NEW YORK, NEW YORK, U.S. — High prices and increasing imports are expected to lead to a slowdown in corn consumption in China in the coming years, according to a new report from Rabobank.
In Rabobank’s “Chinese corn’s crossroads — upcoming shortage requires changes,” the agency said China’s domestic corn consumption delivered “robust” growth of 15% per year in 2016-17 and 2017-18, which contributed to faster-than-expected de-stocking progress.
“Since the corn policy reform in 2016-17, China has successfully reversed the oversupply situation by exiting the nine-year-old stockpiling program, reducing planted acreage, restricting imports of feed grains, and boosting domestic corn consumption,” Rabobank said. “As de-stocking is progressing rapidly, domestic corn prices are rising steadily from the 2017 lows.

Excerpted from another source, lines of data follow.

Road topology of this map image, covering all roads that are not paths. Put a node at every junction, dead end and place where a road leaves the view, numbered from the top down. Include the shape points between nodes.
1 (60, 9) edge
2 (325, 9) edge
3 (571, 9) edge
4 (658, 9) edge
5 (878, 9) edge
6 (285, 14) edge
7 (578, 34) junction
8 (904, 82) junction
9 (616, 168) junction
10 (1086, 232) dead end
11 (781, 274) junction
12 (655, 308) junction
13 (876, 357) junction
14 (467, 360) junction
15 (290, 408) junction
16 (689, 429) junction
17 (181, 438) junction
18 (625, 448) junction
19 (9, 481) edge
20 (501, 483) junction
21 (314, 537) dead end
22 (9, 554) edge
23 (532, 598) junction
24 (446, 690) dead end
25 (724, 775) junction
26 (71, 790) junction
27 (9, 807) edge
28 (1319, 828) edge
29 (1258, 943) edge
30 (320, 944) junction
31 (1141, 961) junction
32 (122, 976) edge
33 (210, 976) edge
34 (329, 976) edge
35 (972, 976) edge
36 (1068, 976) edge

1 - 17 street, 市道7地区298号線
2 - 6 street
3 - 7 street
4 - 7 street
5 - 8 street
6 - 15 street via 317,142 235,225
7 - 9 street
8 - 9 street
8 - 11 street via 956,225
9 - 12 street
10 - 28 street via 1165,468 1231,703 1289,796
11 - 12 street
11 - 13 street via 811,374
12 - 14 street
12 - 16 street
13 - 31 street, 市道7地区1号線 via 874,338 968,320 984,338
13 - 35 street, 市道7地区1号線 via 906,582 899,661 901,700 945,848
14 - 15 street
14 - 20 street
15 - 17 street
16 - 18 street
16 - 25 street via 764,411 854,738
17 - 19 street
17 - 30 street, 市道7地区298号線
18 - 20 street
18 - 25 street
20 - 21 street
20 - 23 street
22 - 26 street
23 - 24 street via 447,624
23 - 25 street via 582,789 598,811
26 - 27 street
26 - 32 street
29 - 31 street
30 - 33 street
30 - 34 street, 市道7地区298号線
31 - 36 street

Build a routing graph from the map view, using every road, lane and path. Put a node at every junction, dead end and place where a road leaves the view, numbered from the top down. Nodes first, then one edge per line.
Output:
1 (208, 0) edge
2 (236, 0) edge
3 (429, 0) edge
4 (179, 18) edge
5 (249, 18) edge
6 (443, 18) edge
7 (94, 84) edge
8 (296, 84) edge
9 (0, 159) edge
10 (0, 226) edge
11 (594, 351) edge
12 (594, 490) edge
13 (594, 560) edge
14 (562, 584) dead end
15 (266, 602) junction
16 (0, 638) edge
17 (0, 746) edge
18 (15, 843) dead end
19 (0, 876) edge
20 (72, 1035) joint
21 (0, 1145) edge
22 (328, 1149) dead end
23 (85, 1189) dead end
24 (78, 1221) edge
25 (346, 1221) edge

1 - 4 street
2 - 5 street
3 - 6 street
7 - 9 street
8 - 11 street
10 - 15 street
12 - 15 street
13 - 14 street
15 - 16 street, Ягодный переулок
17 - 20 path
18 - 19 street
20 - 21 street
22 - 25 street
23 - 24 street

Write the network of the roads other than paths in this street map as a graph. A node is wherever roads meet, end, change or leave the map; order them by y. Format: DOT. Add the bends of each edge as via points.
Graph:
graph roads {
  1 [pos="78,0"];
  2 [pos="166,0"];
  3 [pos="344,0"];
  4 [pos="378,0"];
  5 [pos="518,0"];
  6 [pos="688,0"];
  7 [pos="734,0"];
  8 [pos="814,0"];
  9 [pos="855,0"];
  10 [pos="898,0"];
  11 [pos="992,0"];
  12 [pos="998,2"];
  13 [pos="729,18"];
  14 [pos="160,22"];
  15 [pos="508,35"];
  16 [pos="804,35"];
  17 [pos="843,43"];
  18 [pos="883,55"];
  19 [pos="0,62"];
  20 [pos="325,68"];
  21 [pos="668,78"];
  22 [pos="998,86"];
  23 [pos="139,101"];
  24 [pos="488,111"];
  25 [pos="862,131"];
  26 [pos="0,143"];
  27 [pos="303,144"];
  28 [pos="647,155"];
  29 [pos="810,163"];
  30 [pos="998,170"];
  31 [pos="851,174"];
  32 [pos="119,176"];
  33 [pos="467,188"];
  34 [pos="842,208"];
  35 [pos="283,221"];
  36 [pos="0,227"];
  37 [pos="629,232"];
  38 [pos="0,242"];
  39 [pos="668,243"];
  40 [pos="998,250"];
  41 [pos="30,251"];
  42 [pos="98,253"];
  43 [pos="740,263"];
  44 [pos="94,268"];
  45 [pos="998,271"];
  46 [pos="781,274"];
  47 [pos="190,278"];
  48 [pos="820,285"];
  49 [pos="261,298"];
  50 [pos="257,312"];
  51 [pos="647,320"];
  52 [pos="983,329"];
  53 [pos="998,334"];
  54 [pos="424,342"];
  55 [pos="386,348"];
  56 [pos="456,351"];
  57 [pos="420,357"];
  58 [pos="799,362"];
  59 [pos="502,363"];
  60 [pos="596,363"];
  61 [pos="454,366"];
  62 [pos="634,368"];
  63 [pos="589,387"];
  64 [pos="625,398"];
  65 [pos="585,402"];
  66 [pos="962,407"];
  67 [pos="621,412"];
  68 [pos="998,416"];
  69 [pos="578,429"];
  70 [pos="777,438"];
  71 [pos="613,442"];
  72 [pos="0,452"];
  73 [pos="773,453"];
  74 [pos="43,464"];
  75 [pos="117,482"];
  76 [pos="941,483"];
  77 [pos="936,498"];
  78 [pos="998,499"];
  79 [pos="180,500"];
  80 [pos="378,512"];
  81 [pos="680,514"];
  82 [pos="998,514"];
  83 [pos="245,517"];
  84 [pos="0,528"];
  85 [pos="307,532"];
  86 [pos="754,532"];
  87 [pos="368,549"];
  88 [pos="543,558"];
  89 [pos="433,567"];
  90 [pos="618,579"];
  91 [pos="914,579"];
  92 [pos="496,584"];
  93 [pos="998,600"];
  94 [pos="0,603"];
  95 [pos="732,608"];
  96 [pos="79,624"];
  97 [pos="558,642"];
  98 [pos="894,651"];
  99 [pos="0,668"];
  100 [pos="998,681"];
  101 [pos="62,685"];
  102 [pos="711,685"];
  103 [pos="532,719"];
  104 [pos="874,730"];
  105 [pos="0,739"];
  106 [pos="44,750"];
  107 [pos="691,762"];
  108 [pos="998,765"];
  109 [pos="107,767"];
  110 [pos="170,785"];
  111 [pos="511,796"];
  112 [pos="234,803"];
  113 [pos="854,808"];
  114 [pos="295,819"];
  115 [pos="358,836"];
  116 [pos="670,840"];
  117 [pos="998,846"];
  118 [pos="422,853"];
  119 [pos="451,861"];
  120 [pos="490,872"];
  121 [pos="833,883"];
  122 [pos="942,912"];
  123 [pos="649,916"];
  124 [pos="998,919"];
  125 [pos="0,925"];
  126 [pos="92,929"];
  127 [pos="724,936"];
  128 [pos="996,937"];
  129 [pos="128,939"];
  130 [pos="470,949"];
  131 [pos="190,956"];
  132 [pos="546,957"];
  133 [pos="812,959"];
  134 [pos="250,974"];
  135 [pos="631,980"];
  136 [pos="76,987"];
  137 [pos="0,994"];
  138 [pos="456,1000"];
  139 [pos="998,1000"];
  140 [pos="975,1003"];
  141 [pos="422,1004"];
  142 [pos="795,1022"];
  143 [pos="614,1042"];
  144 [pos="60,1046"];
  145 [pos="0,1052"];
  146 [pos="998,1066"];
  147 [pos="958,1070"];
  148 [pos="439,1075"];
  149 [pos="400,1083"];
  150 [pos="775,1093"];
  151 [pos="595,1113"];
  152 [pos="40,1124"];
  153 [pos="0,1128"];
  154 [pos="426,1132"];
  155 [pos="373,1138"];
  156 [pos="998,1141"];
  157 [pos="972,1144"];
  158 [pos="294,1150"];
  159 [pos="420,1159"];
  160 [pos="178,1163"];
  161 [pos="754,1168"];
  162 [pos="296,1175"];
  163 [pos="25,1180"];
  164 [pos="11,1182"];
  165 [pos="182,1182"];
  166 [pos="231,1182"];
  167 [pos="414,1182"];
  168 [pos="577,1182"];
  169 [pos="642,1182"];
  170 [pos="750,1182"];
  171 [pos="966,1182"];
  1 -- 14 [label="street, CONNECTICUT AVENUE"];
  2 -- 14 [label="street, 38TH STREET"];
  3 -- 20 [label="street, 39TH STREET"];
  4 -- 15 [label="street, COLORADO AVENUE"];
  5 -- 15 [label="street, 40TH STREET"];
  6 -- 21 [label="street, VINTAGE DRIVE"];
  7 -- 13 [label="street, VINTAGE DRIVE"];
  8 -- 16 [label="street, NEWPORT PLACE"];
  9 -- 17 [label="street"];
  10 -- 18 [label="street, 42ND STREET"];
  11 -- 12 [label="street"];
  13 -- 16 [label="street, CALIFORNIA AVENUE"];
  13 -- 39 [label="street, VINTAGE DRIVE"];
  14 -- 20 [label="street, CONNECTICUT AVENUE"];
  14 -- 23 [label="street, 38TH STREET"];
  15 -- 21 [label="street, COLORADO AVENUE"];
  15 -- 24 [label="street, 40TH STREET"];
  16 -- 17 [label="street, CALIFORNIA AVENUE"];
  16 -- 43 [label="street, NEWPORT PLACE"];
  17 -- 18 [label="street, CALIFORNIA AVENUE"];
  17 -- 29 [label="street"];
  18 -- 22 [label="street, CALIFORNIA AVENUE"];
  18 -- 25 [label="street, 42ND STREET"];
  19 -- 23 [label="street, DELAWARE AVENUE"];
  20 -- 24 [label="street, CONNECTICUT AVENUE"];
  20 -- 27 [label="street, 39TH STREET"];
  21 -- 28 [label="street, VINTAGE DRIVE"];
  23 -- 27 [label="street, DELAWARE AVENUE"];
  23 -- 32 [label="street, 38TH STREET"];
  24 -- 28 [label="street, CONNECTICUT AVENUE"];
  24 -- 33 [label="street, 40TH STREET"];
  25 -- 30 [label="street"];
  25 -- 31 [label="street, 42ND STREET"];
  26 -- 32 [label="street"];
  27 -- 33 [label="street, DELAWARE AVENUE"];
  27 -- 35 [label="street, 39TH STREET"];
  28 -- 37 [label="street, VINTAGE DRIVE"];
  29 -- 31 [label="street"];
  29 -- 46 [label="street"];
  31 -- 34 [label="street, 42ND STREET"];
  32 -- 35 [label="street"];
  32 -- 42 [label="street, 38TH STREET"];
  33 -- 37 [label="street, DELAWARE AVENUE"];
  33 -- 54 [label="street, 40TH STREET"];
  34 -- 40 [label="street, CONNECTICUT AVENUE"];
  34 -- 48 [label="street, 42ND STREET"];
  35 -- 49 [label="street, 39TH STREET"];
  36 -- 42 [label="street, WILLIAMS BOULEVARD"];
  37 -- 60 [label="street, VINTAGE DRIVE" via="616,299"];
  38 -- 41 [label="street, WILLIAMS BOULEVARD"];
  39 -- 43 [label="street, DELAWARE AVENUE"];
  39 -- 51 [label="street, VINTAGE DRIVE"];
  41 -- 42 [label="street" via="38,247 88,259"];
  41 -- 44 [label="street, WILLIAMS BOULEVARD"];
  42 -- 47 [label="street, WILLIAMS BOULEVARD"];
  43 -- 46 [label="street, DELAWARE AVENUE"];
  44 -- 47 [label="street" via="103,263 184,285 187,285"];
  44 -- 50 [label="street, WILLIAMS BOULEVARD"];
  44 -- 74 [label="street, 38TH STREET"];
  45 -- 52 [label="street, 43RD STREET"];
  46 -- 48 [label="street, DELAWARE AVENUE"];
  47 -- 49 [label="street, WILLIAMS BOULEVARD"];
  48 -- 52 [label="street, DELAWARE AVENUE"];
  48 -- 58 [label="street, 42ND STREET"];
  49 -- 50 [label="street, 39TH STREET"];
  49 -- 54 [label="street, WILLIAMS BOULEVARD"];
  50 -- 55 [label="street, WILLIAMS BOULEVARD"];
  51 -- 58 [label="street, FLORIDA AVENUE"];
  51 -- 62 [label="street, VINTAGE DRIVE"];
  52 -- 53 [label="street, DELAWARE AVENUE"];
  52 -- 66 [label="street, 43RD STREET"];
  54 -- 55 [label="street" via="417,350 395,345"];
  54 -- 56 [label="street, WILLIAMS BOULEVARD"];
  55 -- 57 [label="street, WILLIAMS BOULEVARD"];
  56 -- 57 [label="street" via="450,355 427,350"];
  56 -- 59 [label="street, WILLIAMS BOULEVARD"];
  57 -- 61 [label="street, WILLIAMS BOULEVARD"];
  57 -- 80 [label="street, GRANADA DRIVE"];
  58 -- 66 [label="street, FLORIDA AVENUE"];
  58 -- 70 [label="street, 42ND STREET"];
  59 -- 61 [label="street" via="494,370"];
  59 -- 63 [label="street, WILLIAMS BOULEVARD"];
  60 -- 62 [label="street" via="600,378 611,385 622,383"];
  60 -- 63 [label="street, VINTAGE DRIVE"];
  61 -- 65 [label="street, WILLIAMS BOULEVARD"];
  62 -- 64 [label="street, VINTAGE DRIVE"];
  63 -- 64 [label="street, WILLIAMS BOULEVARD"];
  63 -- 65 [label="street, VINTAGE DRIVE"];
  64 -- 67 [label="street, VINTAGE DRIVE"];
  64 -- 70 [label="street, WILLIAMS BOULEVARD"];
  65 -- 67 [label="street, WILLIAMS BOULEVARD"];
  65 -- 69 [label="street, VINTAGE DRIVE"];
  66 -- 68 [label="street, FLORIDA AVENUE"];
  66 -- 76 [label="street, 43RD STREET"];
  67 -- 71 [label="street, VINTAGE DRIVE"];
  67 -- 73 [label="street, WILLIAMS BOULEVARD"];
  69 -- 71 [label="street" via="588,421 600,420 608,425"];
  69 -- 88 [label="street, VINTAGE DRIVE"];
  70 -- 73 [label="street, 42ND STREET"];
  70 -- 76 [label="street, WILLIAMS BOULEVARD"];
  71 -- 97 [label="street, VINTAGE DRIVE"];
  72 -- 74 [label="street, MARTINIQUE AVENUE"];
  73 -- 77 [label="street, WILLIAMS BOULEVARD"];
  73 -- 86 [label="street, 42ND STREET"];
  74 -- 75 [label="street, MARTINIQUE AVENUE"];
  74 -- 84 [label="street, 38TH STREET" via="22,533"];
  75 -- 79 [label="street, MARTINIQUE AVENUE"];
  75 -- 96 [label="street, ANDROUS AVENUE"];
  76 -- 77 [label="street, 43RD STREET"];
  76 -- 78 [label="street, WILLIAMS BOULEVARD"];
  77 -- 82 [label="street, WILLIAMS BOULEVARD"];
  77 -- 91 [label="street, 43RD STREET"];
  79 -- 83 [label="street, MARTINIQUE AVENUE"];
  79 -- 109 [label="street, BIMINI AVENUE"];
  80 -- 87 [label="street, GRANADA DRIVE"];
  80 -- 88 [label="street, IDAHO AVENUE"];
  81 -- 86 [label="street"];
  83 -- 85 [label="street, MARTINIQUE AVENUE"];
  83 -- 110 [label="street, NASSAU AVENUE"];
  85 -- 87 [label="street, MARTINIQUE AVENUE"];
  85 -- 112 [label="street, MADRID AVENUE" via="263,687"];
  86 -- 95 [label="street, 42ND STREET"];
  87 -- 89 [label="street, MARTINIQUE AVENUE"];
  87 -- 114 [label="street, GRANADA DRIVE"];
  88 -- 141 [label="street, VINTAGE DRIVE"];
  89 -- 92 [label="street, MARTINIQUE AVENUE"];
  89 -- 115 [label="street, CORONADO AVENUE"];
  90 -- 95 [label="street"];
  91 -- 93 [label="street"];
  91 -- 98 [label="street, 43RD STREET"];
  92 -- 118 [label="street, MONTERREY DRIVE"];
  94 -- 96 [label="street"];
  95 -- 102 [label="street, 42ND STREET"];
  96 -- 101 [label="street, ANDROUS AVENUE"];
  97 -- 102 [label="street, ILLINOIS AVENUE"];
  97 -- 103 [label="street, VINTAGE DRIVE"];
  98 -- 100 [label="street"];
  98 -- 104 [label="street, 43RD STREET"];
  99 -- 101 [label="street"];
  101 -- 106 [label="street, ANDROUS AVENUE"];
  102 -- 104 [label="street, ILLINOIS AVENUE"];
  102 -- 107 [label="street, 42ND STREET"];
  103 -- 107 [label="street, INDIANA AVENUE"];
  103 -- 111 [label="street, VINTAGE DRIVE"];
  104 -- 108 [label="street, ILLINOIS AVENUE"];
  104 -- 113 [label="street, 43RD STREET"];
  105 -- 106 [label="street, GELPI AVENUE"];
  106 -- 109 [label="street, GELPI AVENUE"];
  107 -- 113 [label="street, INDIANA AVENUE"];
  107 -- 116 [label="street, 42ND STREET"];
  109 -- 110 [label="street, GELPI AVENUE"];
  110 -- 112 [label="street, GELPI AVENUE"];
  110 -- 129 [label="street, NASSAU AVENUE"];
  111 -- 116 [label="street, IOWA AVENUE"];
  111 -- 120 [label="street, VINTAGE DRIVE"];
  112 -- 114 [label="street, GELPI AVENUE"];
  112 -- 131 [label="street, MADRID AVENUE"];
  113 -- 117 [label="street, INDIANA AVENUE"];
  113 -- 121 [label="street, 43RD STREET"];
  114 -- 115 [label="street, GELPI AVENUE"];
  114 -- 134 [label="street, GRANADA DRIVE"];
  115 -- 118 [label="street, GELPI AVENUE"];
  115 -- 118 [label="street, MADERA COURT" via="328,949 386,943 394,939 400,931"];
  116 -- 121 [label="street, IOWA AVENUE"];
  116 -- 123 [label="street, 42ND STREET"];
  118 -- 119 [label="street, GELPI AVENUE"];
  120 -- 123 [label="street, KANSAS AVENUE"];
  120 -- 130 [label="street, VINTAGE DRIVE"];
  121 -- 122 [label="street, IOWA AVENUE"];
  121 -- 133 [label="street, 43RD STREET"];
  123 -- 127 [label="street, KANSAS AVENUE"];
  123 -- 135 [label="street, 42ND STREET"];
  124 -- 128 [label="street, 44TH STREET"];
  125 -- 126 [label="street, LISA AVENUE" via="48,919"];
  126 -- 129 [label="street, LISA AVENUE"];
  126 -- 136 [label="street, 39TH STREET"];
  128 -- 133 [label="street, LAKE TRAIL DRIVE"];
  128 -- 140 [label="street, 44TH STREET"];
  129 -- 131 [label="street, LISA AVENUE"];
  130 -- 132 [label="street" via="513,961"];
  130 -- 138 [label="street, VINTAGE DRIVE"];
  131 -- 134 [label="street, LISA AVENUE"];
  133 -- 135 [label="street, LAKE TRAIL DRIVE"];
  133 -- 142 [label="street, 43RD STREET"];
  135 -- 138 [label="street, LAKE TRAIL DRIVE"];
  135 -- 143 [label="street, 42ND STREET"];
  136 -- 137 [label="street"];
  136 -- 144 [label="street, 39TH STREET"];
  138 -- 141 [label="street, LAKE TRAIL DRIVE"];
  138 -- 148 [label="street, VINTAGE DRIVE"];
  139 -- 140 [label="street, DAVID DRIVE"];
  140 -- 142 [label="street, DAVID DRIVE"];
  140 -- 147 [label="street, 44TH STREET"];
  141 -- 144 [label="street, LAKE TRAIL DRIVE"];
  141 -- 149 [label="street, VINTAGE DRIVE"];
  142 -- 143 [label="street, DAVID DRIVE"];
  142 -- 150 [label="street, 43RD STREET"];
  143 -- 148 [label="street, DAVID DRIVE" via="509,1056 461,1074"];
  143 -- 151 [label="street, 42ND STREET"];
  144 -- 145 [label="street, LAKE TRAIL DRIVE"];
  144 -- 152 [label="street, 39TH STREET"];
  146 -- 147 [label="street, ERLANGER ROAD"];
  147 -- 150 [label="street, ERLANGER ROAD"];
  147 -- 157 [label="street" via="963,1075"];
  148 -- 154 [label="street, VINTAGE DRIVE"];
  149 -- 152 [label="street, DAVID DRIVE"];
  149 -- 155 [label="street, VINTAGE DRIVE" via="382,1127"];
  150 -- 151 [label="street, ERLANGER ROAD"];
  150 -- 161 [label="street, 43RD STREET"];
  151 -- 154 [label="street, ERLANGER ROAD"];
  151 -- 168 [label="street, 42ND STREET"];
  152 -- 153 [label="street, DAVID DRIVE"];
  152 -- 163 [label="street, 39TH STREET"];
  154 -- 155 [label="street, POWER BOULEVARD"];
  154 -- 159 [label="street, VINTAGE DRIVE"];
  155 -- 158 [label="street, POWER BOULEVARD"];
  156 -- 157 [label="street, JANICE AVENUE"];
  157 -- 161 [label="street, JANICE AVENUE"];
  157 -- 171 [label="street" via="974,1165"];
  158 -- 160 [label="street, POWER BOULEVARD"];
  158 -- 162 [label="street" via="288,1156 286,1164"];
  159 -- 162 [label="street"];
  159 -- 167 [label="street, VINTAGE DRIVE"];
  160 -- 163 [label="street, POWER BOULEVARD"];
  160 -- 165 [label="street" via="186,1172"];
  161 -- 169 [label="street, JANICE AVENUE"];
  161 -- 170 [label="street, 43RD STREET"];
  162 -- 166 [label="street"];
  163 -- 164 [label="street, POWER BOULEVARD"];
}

Improved prices stimulate an acreage rebound in 2018 and 2019. Policy changes are expected within three years, to further boost supplies. If not, the ending inventory will drop to a severely low level.”
The faster-than-expected corn de-stocking has come even as feed and industry use has experienced robust growth, Rabobank said. In the report, Rabobank noted that China’s corn feed use is on the rise, mainly due to limits on imports of alternative feed grains. Meanwhile, industry corn usage has grown behind a number of factors, including a series of policies to boost output and demand for more corn-based derivatives applied in food, beverages, feed, paper making and other sectors.
Rabobank said corn demand may exceed supply in China for several years unless the government reforms policies to boost supply.
“The existing 200 million tonnes of inventory (including 30 million tonnes of central reserve held for Sinograin for disaster relief) will rapidly decline to critically-low levels, forcing demand rationing,” Rabobank said. “To achieve supply-and-demand rebalance, the government’s policy decisions to stimulate domestic corn production or allow more feed grain imports will become increasingly important. Direct import of corn contributes on the supply side, while imports of alternative grains (i.e., sorghum, barley and DDGS) help reduce corn feed usage on the demand side.”
Rabobank provided three options for boosting China’s corn supply.
First, the country could increase domestic production. Possible measures include the government offering cash subsidies or crop insurance to further encourage planting or speeding up commercialization of GM corn hybrids.
A second option is removing restrictions on corn imports. Rabobank said a possible measure includes removing retaliatory tariffs and purchasing more corn from the United States and other origins. China also could lower current 65% out-of-quota tariffs for imported corn.
The final option for boosting China’s corn supply is more imports of alternative feed grains. Possible measures include terminating anti-dumping investigations on U.S. DDGS and Australian barley and removing retaliatory tariffs and purchasing more sorghum and DDGS from the United States.